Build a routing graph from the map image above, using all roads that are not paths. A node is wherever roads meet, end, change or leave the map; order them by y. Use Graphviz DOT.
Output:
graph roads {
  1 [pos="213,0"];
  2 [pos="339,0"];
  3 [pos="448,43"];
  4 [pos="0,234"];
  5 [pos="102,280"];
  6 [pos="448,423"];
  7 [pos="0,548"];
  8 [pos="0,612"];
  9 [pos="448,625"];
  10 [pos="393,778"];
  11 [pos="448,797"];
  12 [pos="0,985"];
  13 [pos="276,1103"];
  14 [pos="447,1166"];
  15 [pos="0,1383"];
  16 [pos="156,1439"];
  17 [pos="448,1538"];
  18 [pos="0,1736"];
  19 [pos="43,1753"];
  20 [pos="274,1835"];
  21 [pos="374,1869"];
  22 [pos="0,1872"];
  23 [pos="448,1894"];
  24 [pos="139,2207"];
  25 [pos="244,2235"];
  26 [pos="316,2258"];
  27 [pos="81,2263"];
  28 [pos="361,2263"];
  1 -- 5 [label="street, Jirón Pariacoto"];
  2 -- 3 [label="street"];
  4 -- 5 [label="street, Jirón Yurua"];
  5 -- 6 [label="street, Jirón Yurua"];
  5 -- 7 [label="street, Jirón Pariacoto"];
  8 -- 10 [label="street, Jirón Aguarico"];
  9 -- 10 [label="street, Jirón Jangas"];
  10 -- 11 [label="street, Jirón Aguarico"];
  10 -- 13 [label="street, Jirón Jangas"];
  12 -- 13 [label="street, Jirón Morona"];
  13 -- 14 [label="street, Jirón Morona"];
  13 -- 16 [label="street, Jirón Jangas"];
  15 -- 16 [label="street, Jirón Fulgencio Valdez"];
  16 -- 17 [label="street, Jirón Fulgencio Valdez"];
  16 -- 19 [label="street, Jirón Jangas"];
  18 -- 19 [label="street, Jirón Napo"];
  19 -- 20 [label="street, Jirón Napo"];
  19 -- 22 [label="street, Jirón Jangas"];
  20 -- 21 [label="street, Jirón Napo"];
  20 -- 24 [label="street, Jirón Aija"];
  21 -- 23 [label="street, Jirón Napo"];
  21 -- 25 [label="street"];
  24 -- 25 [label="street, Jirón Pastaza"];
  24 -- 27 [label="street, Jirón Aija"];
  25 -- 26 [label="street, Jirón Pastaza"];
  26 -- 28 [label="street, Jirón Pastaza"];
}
====
## DESCRIPTION OF THE TASK
In the data, count the lines that include the string "Yurua", then give that number and nothing more.

## PROBLEM SOLUTION
2